About this exercise »
Word for word, restate all of the records.

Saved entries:
════

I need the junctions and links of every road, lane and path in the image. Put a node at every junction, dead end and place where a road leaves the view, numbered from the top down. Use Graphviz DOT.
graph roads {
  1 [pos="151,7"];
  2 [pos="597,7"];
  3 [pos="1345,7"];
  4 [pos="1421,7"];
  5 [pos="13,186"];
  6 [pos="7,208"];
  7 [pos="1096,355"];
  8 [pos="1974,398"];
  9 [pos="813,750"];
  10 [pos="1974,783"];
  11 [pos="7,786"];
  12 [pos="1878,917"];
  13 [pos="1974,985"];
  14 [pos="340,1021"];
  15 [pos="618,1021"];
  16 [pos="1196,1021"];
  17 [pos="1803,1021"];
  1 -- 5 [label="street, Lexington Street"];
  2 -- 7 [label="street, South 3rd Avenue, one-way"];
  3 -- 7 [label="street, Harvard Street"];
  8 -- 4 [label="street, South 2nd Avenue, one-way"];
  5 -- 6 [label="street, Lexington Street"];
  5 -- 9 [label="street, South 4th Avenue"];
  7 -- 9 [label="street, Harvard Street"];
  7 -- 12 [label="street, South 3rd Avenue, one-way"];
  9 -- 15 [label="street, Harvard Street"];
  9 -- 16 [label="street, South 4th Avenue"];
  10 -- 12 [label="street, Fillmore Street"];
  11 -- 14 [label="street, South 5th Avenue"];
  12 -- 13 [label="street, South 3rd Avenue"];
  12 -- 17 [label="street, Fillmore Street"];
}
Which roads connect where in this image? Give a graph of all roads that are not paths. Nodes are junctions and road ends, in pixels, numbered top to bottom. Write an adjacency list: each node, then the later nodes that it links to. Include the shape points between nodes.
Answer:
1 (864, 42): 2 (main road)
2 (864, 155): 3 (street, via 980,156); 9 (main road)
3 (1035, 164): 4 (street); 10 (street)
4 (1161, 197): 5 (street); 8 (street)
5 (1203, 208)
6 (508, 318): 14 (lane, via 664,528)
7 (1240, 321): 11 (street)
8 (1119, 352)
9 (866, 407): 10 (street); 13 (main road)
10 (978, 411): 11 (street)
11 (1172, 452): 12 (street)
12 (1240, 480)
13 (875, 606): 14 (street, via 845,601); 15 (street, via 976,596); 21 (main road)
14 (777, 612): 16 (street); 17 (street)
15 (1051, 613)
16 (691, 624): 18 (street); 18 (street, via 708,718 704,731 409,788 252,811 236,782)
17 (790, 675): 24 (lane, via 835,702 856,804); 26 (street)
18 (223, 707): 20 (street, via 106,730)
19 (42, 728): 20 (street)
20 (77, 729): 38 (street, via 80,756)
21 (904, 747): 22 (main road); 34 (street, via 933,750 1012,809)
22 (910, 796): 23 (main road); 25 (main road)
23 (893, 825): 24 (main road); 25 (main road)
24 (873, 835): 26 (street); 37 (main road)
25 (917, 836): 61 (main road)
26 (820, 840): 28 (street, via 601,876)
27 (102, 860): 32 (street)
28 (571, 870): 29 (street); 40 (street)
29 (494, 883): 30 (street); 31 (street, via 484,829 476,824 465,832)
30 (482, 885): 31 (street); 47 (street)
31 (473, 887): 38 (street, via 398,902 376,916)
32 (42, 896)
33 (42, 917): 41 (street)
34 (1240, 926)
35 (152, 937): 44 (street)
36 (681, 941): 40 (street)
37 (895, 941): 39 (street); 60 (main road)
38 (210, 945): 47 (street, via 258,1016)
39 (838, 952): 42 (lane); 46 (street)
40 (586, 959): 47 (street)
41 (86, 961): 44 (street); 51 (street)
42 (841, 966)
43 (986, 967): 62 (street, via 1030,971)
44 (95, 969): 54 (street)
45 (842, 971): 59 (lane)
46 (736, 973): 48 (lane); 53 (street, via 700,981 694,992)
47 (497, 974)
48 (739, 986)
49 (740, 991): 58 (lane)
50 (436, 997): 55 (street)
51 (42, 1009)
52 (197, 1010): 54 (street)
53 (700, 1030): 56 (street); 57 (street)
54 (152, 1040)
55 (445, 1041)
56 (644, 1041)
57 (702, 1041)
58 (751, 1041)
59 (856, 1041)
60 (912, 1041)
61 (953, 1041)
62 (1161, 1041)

════

Solution for this task »
I need the junctions and links of every road, lane and path in the image. Put a node at every junction, dead end and place where a road leaves the view, numbered from the top down. Use Graphviz DOT.
graph roads {
  1 [pos="151,7"];
  2 [pos="597,7"];
  3 [pos="1345,7"];
  4 [pos="1421,7"];
  5 [pos="13,186"];
  6 [pos="7,208"];
  7 [pos="1096,355"];
  8 [pos="1974,398"];
  9 [pos="813,750"];
  10 [pos="1974,783"];
  11 [pos="7,786"];
  12 [pos="1878,917"];
  13 [pos="1974,985"];
  14 [pos="340,1021"];
  15 [pos="618,1021"];
  16 [pos="1196,1021"];
  17 [pos="1803,1021"];
  1 -- 5 [label="street, Lexington Street"];
  2 -- 7 [label="street, South 3rd Avenue, one-way"];
  3 -- 7 [label="street, Harvard Street"];
  8 -- 4 [label="street, South 2nd Avenue, one-way"];
  5 -- 6 [label="street, Lexington Street"];
  5 -- 9 [label="street, South 4th Avenue"];
  7 -- 9 [label="street, Harvard Street"];
  7 -- 12 [label="street, South 3rd Avenue, one-way"];
  9 -- 15 [label="street, Harvard Street"];
  9 -- 16 [label="street, South 4th Avenue"];
  10 -- 12 [label="street, Fillmore Street"];
  11 -- 14 [label="street, South 5th Avenue"];
  12 -- 13 [label="street, South 3rd Avenue"];
  12 -- 17 [label="street, Fillmore Street"];
}
Which roads connect where in this image? Give a graph of all roads that are not paths. Nodes are junctions and road ends, in pixels, numbered top to bottom. Write an adjacency list: each node, then the later nodes that it links to. Include the shape points between nodes.
Answer:
1 (864, 42): 2 (main road)
2 (864, 155): 3 (street, via 980,156); 9 (main road)
3 (1035, 164): 4 (street); 10 (street)
4 (1161, 197): 5 (street); 8 (street)
5 (1203, 208)
6 (508, 318): 14 (lane, via 664,528)
7 (1240, 321): 11 (street)
8 (1119, 352)
9 (866, 407): 10 (street); 13 (main road)
10 (978, 411): 11 (street)
11 (1172, 452): 12 (street)
12 (1240, 480)
13 (875, 606): 14 (street, via 845,601); 15 (street, via 976,596); 21 (main road)
14 (777, 612): 16 (street); 17 (street)
15 (1051, 613)
16 (691, 624): 18 (street); 18 (street, via 708,718 704,731 409,788 252,811 236,782)
17 (790, 675): 24 (lane, via 835,702 856,804); 26 (street)
18 (223, 707): 20 (street, via 106,730)
19 (42, 728): 20 (street)
20 (77, 729): 38 (street, via 80,756)
21 (904, 747): 22 (main road); 34 (street, via 933,750 1012,809)
22 (910, 796): 23 (main road); 25 (main road)
23 (893, 825): 24 (main road); 25 (main road)
24 (873, 835): 26 (street); 37 (main road)
25 (917, 836): 61 (main road)
26 (820, 840): 28 (street, via 601,876)
27 (102, 860): 32 (street)
28 (571, 870): 29 (street); 40 (street)
29 (494, 883): 30 (street); 31 (street, via 484,829 476,824 465,832)
30 (482, 885): 31 (street); 47 (street)
31 (473, 887): 38 (street, via 398,902 376,916)
32 (42, 896)
33 (42, 917): 41 (street)
34 (1240, 926)
35 (152, 937): 44 (street)
36 (681, 941): 40 (street)
37 (895, 941): 39 (street); 60 (main road)
38 (210, 945): 47 (street, via 258,1016)
39 (838, 952): 42 (lane); 46 (street)
40 (586, 959): 47 (street)
41 (86, 961): 44 (street); 51 (street)
42 (841, 966)
43 (986, 967): 62 (street, via 1030,971)
44 (95, 969): 54 (street)
45 (842, 971): 59 (lane)
46 (736, 973): 48 (lane); 53 (street, via 700,981 694,992)
47 (497, 974)
48 (739, 986)
49 (740, 991): 58 (lane)
50 (436, 997): 55 (street)
51 (42, 1009)
52 (197, 1010): 54 (street)
53 (700, 1030): 56 (street); 57 (street)
54 (152, 1040)
55 (445, 1041)
56 (644, 1041)
57 (702, 1041)
58 (751, 1041)
59 (856, 1041)
60 (912, 1041)
61 (953, 1041)
62 (1161, 1041)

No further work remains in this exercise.